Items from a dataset
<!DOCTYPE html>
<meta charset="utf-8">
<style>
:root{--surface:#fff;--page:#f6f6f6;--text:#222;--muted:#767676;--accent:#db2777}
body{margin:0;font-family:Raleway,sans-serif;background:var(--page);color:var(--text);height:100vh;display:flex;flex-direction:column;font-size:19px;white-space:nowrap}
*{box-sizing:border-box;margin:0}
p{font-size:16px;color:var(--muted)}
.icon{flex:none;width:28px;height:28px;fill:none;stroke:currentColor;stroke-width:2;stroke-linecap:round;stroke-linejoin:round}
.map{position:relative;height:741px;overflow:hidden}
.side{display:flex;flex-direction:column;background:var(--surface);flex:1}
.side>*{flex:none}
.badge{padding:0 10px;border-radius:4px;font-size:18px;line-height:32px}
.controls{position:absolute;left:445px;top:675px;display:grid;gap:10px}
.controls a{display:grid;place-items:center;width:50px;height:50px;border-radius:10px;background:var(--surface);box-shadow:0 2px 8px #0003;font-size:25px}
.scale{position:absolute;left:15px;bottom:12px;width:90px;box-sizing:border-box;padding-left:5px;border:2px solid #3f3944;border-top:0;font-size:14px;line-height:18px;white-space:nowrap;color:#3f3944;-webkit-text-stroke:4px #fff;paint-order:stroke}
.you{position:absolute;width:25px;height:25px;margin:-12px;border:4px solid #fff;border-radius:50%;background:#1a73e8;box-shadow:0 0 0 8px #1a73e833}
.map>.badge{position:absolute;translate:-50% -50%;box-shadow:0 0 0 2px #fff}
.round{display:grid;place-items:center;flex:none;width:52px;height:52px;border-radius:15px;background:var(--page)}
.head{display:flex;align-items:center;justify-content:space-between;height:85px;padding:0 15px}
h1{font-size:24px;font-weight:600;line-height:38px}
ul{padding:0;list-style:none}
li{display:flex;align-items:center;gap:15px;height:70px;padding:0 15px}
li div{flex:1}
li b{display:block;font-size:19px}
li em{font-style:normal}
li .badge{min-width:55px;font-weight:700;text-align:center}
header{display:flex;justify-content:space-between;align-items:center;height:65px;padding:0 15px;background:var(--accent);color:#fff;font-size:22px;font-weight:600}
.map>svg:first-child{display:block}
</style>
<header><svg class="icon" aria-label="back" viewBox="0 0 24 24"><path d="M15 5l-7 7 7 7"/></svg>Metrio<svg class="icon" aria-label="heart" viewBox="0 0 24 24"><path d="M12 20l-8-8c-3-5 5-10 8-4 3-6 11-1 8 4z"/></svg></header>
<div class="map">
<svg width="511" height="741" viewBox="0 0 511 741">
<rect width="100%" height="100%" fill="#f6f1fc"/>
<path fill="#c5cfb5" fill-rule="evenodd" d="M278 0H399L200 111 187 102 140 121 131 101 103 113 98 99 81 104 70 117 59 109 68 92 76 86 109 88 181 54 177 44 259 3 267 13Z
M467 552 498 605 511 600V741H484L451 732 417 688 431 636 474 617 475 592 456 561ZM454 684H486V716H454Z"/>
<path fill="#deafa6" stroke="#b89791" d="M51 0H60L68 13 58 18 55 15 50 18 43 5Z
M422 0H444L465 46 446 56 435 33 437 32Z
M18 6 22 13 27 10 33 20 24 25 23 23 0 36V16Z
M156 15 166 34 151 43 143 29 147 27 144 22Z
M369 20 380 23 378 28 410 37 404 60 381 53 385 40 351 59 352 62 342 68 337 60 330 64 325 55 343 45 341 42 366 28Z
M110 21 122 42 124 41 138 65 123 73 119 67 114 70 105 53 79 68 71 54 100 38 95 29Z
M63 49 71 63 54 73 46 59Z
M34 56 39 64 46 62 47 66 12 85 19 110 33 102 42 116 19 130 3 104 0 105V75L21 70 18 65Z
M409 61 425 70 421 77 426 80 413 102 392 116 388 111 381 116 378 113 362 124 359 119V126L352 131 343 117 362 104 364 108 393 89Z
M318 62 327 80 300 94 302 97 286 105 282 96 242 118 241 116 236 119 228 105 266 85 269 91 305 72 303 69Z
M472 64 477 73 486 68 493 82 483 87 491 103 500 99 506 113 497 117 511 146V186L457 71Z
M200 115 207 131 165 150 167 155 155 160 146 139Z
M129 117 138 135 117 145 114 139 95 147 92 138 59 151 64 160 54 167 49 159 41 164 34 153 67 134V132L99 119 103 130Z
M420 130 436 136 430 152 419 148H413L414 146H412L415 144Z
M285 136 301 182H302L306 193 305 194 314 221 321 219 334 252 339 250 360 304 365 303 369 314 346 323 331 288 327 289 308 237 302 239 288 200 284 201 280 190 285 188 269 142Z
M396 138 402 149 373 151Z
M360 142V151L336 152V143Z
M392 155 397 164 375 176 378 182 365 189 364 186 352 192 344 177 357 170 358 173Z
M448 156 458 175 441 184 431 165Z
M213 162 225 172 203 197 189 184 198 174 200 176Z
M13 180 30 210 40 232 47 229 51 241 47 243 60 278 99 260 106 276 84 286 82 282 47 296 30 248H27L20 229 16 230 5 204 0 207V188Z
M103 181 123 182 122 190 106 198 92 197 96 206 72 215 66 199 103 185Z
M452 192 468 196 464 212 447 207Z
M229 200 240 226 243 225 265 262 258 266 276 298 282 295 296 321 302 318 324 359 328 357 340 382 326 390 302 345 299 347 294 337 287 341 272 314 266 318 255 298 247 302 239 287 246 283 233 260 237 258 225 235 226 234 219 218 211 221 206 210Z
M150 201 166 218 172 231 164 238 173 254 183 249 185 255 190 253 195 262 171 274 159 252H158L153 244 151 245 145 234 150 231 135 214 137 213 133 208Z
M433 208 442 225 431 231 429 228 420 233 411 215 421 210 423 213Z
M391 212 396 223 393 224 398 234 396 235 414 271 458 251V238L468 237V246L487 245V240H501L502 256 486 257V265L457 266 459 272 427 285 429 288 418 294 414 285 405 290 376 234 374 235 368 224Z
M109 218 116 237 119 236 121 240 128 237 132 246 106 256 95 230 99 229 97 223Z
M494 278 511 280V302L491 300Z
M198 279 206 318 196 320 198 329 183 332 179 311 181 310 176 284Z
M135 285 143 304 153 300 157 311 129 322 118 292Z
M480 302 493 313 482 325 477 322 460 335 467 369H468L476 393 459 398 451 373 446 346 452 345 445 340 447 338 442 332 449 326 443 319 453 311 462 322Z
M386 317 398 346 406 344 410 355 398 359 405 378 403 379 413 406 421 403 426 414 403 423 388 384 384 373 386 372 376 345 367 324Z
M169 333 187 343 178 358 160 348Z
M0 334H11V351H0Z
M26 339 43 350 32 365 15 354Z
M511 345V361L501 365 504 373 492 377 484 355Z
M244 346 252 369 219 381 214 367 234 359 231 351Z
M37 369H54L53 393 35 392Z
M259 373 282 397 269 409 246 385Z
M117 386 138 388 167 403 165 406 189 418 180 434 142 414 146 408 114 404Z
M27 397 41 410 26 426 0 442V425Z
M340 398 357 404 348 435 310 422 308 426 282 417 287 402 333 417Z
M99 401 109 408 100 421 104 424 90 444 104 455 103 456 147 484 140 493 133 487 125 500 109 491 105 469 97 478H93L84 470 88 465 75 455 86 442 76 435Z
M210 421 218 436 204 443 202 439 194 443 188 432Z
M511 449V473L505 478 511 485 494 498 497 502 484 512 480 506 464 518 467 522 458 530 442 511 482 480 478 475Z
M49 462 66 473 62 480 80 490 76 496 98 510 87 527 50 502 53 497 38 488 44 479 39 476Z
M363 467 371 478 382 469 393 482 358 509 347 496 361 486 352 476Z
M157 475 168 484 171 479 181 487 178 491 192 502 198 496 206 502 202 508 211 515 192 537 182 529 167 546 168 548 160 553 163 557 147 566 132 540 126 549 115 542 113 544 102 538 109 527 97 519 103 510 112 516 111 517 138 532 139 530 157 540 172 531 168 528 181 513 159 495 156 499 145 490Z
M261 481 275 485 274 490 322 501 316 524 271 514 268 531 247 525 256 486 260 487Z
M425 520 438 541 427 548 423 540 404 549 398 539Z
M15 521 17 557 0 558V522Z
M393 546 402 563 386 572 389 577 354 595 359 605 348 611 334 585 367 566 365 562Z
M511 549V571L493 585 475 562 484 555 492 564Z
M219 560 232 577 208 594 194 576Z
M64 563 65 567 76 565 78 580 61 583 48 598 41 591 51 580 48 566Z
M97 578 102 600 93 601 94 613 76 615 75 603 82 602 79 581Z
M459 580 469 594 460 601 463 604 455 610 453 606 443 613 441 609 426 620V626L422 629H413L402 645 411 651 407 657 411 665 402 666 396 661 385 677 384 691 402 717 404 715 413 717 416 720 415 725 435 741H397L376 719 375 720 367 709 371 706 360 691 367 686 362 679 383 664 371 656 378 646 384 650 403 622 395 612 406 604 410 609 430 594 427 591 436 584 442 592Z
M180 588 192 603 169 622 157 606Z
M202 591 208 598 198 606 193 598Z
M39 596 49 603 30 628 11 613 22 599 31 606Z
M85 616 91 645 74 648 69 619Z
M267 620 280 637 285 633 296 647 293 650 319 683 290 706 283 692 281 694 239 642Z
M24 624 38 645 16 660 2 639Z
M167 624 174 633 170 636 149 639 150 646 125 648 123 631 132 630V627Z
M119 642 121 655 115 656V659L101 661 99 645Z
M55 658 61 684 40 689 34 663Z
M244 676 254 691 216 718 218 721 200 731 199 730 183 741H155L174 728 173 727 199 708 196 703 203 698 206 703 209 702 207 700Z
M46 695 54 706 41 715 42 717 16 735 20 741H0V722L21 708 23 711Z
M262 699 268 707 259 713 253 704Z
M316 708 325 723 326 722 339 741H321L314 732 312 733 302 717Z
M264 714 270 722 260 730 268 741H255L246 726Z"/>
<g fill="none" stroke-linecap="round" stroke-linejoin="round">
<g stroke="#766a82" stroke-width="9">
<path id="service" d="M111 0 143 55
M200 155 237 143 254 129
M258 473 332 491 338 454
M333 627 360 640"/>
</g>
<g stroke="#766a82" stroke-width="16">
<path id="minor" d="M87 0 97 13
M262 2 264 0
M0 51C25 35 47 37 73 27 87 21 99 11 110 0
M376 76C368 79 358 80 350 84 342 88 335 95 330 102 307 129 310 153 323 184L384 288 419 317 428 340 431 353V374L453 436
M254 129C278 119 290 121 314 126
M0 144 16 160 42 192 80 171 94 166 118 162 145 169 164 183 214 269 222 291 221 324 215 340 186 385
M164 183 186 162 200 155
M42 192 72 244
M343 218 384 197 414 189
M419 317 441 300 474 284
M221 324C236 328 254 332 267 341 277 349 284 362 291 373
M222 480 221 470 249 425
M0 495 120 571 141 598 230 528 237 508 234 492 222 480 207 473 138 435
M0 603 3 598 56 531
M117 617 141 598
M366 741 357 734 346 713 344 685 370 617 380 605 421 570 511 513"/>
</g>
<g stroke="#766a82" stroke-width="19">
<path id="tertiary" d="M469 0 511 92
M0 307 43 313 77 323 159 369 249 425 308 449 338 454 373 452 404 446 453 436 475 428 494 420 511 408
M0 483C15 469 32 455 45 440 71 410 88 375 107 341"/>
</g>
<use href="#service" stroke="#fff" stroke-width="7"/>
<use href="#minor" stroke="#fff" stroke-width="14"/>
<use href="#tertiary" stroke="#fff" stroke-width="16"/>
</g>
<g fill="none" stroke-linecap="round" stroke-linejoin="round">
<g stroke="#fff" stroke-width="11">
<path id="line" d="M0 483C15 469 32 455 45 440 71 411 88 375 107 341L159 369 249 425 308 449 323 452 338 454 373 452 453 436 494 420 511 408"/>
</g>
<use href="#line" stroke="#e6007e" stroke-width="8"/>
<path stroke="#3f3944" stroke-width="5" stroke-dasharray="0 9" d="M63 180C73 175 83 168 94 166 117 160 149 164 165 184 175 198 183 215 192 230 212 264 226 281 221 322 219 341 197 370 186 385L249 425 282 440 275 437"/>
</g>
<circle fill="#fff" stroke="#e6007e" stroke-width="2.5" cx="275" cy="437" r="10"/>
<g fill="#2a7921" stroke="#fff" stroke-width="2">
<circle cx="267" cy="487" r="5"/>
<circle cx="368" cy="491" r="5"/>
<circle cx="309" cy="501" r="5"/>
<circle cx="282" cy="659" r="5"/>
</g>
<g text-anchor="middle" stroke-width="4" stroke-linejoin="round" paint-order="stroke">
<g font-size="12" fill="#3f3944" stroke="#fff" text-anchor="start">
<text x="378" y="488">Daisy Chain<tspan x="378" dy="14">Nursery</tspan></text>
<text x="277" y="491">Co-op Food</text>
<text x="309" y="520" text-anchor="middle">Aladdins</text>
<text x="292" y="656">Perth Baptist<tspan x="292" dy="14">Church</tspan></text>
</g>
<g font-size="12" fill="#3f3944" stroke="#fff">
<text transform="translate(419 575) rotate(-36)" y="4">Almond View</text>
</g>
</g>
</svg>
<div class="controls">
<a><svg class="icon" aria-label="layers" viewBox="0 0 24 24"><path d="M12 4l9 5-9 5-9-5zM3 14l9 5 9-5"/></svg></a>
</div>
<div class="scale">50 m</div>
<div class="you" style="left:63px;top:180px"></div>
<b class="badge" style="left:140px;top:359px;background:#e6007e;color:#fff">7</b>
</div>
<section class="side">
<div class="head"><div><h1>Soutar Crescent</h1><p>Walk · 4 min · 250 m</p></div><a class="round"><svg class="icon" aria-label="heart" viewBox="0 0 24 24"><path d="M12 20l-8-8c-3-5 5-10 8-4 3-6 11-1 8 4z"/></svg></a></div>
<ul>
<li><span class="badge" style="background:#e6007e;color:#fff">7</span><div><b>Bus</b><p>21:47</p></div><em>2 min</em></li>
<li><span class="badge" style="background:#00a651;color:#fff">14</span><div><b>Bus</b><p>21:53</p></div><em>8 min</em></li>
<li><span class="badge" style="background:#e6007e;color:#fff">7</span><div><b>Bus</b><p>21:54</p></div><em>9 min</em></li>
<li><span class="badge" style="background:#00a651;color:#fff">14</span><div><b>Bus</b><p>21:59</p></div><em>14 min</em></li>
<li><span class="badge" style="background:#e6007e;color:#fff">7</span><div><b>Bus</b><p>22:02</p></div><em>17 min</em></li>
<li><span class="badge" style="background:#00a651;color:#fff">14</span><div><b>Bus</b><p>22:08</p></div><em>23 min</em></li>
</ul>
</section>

▶ [WHAT THE TASK REQUIRES]:
Going through the entries, return every line holding the word "place".

▶ [ANSWER SECTION]:
.controls a{display:grid;place-items:center;width:50px;height:50px;border-radius:10px;background:var(--surface);box-shadow:0 2px 8px #0003;font-size:25px}
.round{display:grid;place-items:center;flex:none;width:52px;height:52px;border-radius:15px;background:var(--page)}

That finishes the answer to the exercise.